Bucking trends in other professional sports, not a single player kneeled during the playing of the national anthem at three different NHL exhibition games played this week.
The Philadelphia Flyers and the Pittsburgh Penguins all stood for the anthem on Tuesday.
“The Penguins and Flyers, two of the fiercest rivals in sports, united in solidarity this afternoon, to stand up against social injustice, racism, and hate,” a post from the Penguins said. “The teams stood as one across each club’s respective blue lines prior to today’s game.”
During an exhibition game between the New York Islanders and New York Rangers in Toronto Wednesday, all players and coaches stood as the Canadian and American national anthems played before the game started.
The following day, Dallas Stars and Nashville Predators players stood during the national, as well. Instead of taking a knee, players locked arms before the exhibition game “as a show of unity supporting equality,” Dallas News reported.
Captioning a photo of players locking arms, the official Twitter account for the Stars posted, “Bigger than hockey. We stand together for equality.”
Kneeling during the national anthem began back in 2016, when then-San Francisco 49er’s quarterback Colin Kaepernick took a knee to protest what he described as systemic police brutality against black Americans. Kaepernick’s messaging has since included pro-communist signaling and general anti-American sentiment.
“You’ve seen all the other teams do it,” said Stars captain Jamie Benn, referring to players linking arms. “We had some chats with Nashville and talked with [captain] Roman Josi. We thought it would be good to mix it up, link arms. We stand for equality and I think it’s important we keep talking about it and keep improving it.”
According to Dallas News, “Benn and Stars forward Ty Dellandrea also wore hoodies to their postgame interview that read ‘#WeSkateFor Equality,’ part of the league’s initiative that allows teams to choose a cause that they skate for. Players can individually choose a cause for the league’s #ISkateFor campaign.”

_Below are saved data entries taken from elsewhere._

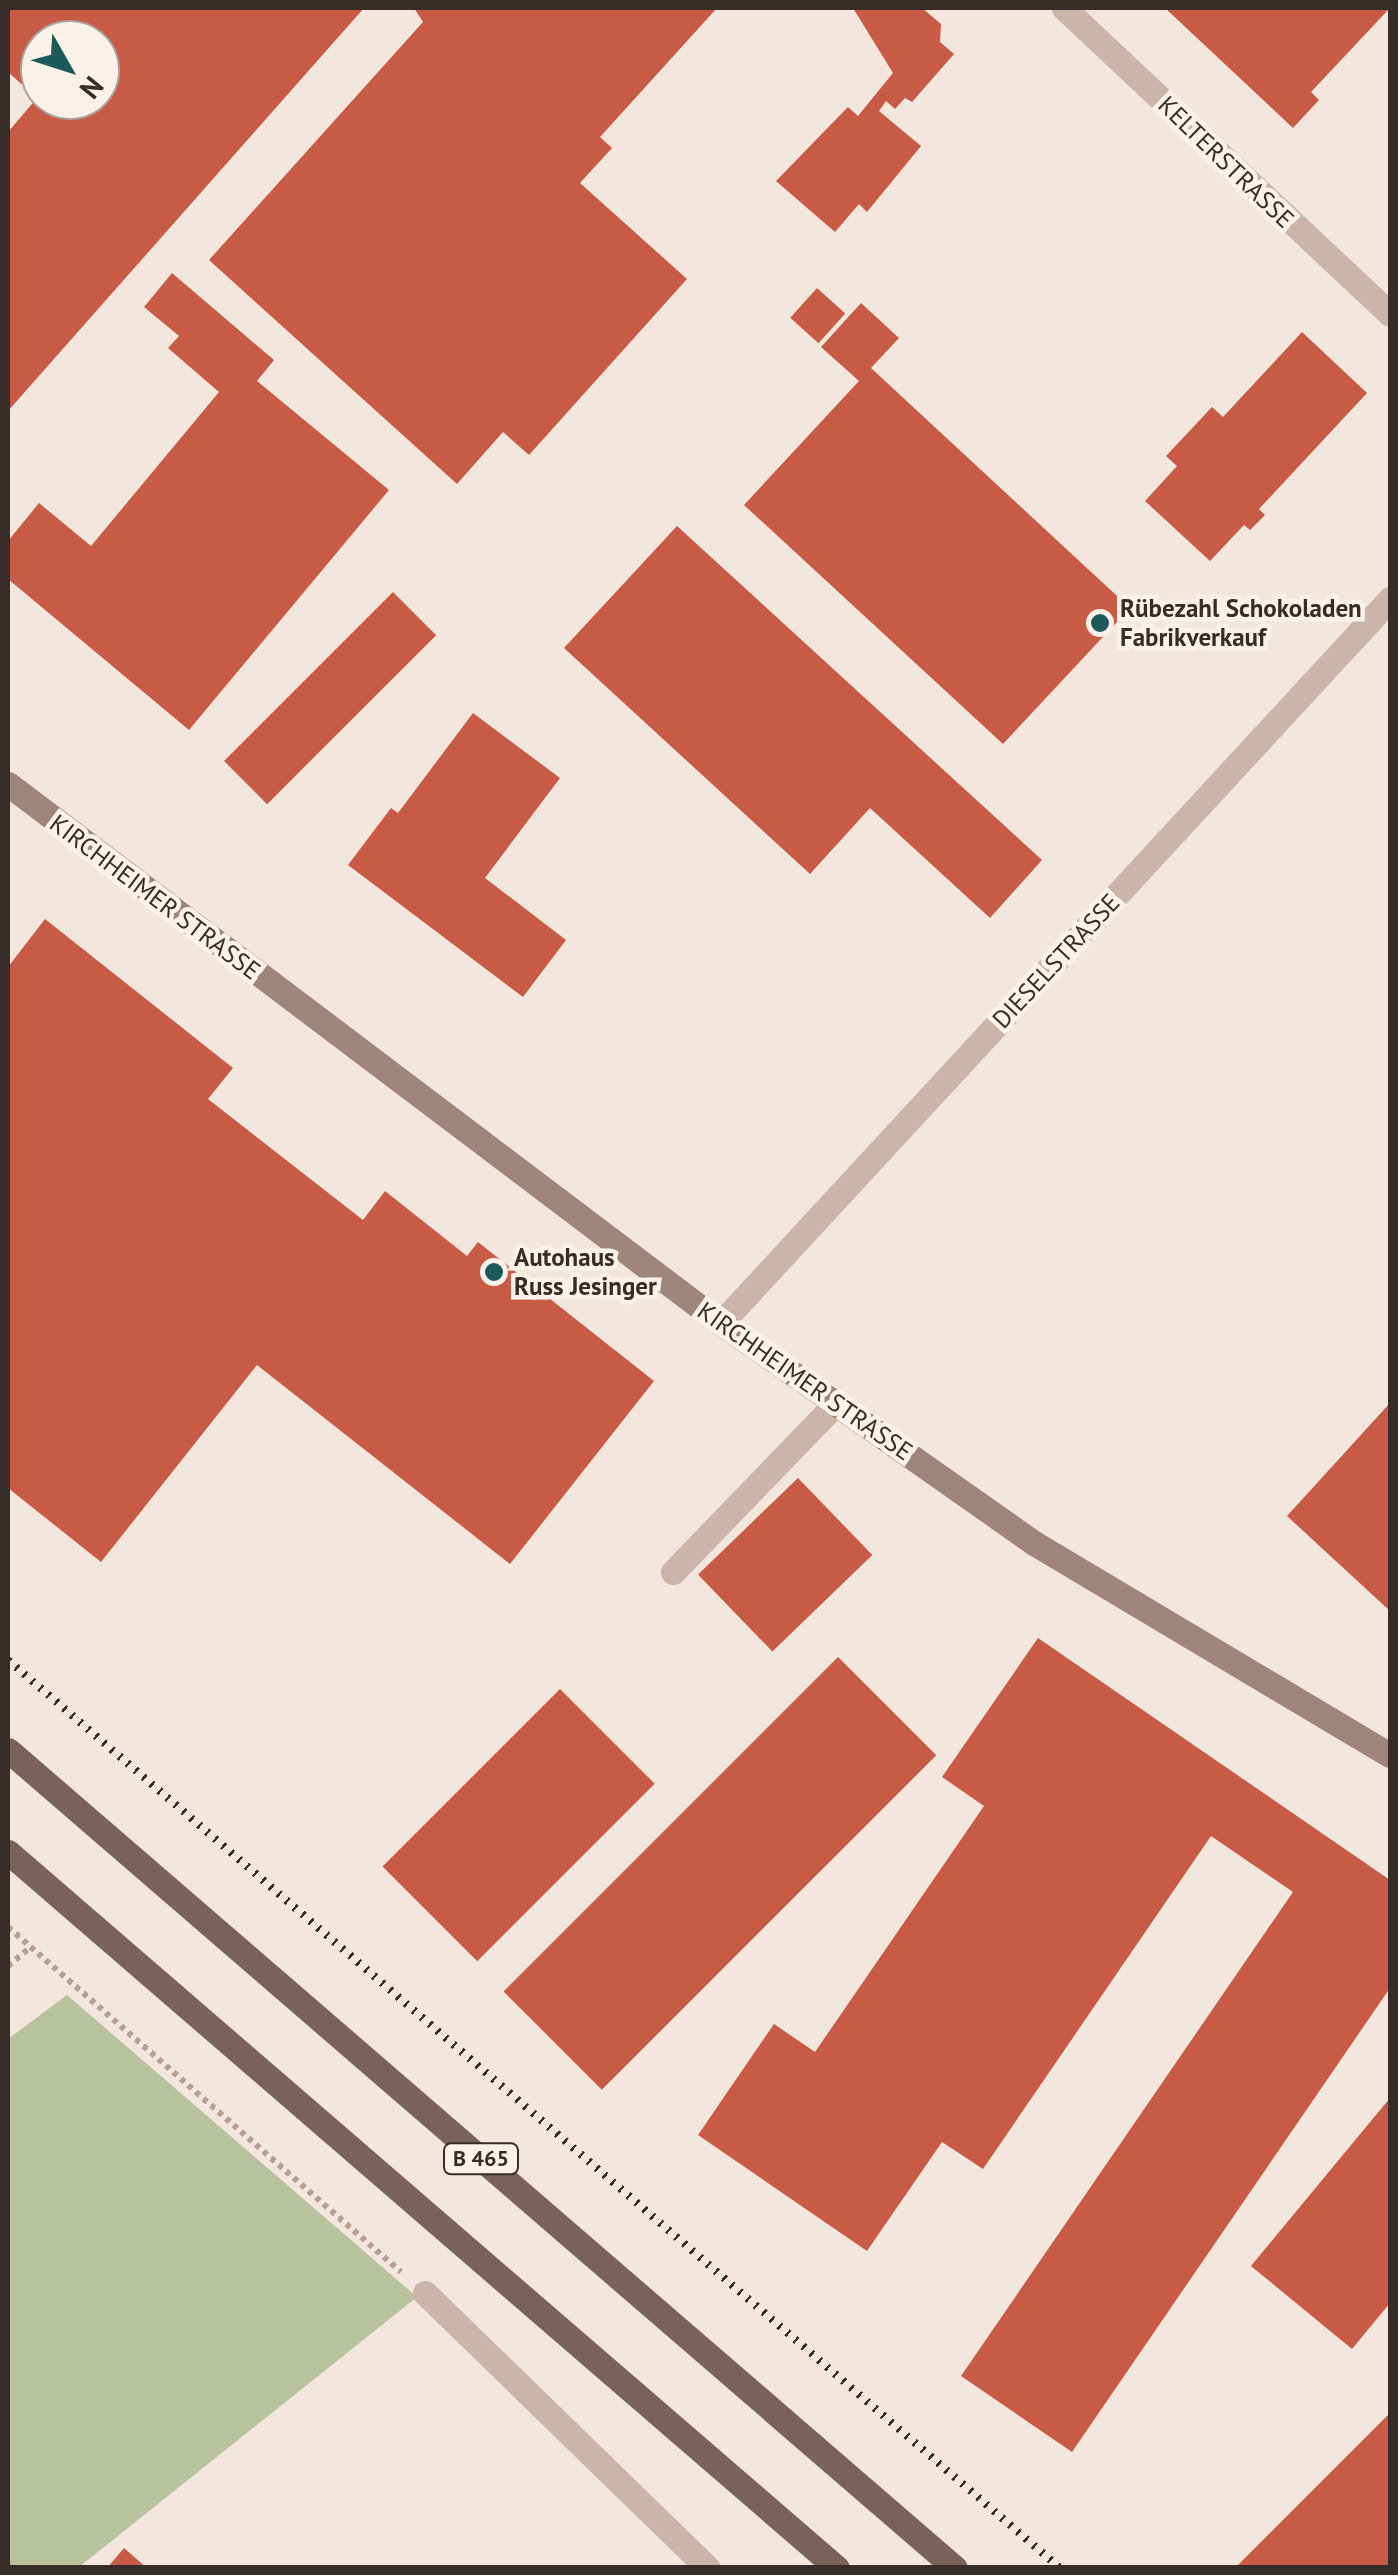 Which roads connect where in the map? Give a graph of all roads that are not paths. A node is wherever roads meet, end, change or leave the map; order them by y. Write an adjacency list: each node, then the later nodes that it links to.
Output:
1 (1064, 8): 2 (street, KELTERSTRASSE)
2 (1390, 314)
3 (1390, 598): 5 (street, DIESELSTRASSE)
4 (8, 784): 5 (street, KIRCHHEIMER STRASSE)
5 (721, 1323): 6 (street, KIRCHHEIMER STRASSE)
6 (836, 1403): 7 (street); 9 (street, KIRCHHEIMER STRASSE)
7 (673, 1572)
8 (8, 1750): 14 (main road, B 465)
9 (1390, 1755)
10 (8, 1852): 13 (main road)
11 (425, 2292): 12 (street)
12 (708, 2568)
13 (837, 2568)
14 (955, 2568)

As part of the #ISkateFor campaign, reported Matthew DeFranks, players can choose from slogans that range from honoring frontline essential workers to promoting social justice.
In the wake of the death of George Floyd, a black man who died following an arrest where an officer held his knee on the 46-year-old’s neck for several minutes, the kneeling protests have picked up steam across other professional sports, such as the MLB, NBA, and the WNBA. The kneeling has been tied to the Black Lives Matter movement.
On Thursday night, every player, coach, and referee in attendance at Utah Jazz v New Orleans Pelicans NBA game took a knee during the national anthem, players wore “Black Lives Matter” warmup shirts, and the court said “Black Lives Matter” in large black letters.
In the “What We Believe” section of the official Black Lives Matter website, the organization calls for the “national defunding of police,” for the “disruption” of the nuclear family, and to “dismantle cisgender privilege and uplift Black trans folk, especially Black trans women who continue to be disproportionately impacted by trans-antagonistic violence.”